(Dataset entries)
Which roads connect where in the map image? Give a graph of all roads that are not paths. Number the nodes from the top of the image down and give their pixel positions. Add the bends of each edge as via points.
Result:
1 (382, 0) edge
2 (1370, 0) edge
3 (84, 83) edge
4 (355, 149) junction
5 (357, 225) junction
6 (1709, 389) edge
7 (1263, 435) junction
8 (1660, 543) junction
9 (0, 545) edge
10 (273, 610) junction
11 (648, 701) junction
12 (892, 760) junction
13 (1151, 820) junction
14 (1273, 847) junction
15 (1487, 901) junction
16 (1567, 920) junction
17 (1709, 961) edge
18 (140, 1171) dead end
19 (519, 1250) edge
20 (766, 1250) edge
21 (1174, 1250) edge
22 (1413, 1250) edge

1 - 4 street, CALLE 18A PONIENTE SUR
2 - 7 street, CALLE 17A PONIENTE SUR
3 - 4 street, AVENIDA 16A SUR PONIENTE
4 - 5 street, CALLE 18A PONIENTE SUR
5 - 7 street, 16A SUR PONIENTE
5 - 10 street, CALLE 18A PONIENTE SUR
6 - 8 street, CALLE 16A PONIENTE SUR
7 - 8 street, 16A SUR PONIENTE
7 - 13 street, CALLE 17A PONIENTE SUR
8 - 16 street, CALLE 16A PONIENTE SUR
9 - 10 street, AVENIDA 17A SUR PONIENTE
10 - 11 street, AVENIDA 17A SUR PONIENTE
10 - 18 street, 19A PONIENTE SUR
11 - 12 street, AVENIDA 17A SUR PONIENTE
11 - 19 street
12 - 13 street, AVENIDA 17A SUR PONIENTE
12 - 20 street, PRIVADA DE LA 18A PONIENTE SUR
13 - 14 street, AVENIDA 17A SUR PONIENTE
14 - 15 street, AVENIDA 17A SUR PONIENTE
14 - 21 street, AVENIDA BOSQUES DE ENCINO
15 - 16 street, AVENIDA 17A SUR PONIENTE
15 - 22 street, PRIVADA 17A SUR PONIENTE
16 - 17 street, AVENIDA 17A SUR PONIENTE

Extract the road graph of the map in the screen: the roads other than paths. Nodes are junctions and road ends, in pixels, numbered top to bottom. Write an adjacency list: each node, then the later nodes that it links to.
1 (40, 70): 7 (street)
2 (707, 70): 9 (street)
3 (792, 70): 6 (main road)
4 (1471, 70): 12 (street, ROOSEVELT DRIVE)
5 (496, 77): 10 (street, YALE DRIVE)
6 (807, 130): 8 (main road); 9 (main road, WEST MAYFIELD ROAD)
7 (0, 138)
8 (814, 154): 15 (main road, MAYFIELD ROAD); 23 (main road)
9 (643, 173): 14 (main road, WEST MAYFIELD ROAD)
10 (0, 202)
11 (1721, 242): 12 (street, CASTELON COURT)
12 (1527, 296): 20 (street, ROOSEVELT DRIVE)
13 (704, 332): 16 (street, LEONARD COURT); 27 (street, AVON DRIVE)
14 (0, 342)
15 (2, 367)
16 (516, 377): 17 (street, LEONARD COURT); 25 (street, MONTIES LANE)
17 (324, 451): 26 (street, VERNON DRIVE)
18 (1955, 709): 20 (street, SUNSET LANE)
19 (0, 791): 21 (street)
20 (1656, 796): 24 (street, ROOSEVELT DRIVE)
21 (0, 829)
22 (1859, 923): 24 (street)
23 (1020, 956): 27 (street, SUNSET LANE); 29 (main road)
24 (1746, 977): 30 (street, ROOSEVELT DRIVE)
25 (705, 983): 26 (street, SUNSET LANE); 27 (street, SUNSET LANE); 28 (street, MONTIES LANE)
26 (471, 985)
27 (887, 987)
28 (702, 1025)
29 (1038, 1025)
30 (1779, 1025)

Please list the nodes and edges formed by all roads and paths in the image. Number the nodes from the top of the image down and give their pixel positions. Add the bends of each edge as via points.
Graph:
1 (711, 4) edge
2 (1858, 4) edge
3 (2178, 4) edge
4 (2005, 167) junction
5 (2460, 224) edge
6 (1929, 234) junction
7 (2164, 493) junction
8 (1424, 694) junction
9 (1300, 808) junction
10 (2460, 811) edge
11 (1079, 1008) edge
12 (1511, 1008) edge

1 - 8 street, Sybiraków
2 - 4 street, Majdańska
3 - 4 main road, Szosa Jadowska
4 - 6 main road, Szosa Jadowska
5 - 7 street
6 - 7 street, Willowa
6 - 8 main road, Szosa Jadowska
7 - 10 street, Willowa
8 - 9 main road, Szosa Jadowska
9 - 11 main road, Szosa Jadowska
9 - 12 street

> **Task details**
Each entry above is to be set down again in exactly the same words.

> **Answer to this task**
Which roads connect where in the map image? Give a graph of all roads that are not paths. Number the nodes from the top of the image down and give their pixel positions. Add the bends of each edge as via points.
Result:
1 (382, 0) edge
2 (1370, 0) edge
3 (84, 83) edge
4 (355, 149) junction
5 (357, 225) junction
6 (1709, 389) edge
7 (1263, 435) junction
8 (1660, 543) junction
9 (0, 545) edge
10 (273, 610) junction
11 (648, 701) junction
12 (892, 760) junction
13 (1151, 820) junction
14 (1273, 847) junction
15 (1487, 901) junction
16 (1567, 920) junction
17 (1709, 961) edge
18 (140, 1171) dead end
19 (519, 1250) edge
20 (766, 1250) edge
21 (1174, 1250) edge
22 (1413, 1250) edge

1 - 4 street, CALLE 18A PONIENTE SUR
2 - 7 street, CALLE 17A PONIENTE SUR
3 - 4 street, AVENIDA 16A SUR PONIENTE
4 - 5 street, CALLE 18A PONIENTE SUR
5 - 7 street, 16A SUR PONIENTE
5 - 10 street, CALLE 18A PONIENTE SUR
6 - 8 street, CALLE 16A PONIENTE SUR
7 - 8 street, 16A SUR PONIENTE
7 - 13 street, CALLE 17A PONIENTE SUR
8 - 16 street, CALLE 16A PONIENTE SUR
9 - 10 street, AVENIDA 17A SUR PONIENTE
10 - 11 street, AVENIDA 17A SUR PONIENTE
10 - 18 street, 19A PONIENTE SUR
11 - 12 street, AVENIDA 17A SUR PONIENTE
11 - 19 street
12 - 13 street, AVENIDA 17A SUR PONIENTE
12 - 20 street, PRIVADA DE LA 18A PONIENTE SUR
13 - 14 street, AVENIDA 17A SUR PONIENTE
14 - 15 street, AVENIDA 17A SUR PONIENTE
14 - 21 street, AVENIDA BOSQUES DE ENCINO
15 - 16 street, AVENIDA 17A SUR PONIENTE
15 - 22 street, PRIVADA 17A SUR PONIENTE
16 - 17 street, AVENIDA 17A SUR PONIENTE

Extract the road graph of the map in the screen: the roads other than paths. Nodes are junctions and road ends, in pixels, numbered top to bottom. Write an adjacency list: each node, then the later nodes that it links to.
1 (40, 70): 7 (street)
2 (707, 70): 9 (street)
3 (792, 70): 6 (main road)
4 (1471, 70): 12 (street, ROOSEVELT DRIVE)
5 (496, 77): 10 (street, YALE DRIVE)
6 (807, 130): 8 (main road); 9 (main road, WEST MAYFIELD ROAD)
7 (0, 138)
8 (814, 154): 15 (main road, MAYFIELD ROAD); 23 (main road)
9 (643, 173): 14 (main road, WEST MAYFIELD ROAD)
10 (0, 202)
11 (1721, 242): 12 (street, CASTELON COURT)
12 (1527, 296): 20 (street, ROOSEVELT DRIVE)
13 (704, 332): 16 (street, LEONARD COURT); 27 (street, AVON DRIVE)
14 (0, 342)
15 (2, 367)
16 (516, 377): 17 (street, LEONARD COURT); 25 (street, MONTIES LANE)
17 (324, 451): 26 (street, VERNON DRIVE)
18 (1955, 709): 20 (street, SUNSET LANE)
19 (0, 791): 21 (street)
20 (1656, 796): 24 (street, ROOSEVELT DRIVE)
21 (0, 829)
22 (1859, 923): 24 (street)
23 (1020, 956): 27 (street, SUNSET LANE); 29 (main road)
24 (1746, 977): 30 (street, ROOSEVELT DRIVE)
25 (705, 983): 26 (street, SUNSET LANE); 27 (street, SUNSET LANE); 28 (street, MONTIES LANE)
26 (471, 985)
27 (887, 987)
28 (702, 1025)
29 (1038, 1025)
30 (1779, 1025)

Please list the nodes and edges formed by all roads and paths in the image. Number the nodes from the top of the image down and give their pixel positions. Add the bends of each edge as via points.
Graph:
1 (711, 4) edge
2 (1858, 4) edge
3 (2178, 4) edge
4 (2005, 167) junction
5 (2460, 224) edge
6 (1929, 234) junction
7 (2164, 493) junction
8 (1424, 694) junction
9 (1300, 808) junction
10 (2460, 811) edge
11 (1079, 1008) edge
12 (1511, 1008) edge

1 - 8 street, Sybiraków
2 - 4 street, Majdańska
3 - 4 main road, Szosa Jadowska
4 - 6 main road, Szosa Jadowska
5 - 7 street
6 - 7 street, Willowa
6 - 8 main road, Szosa Jadowska
7 - 10 street, Willowa
8 - 9 main road, Szosa Jadowska
9 - 11 main road, Szosa Jadowska
9 - 12 street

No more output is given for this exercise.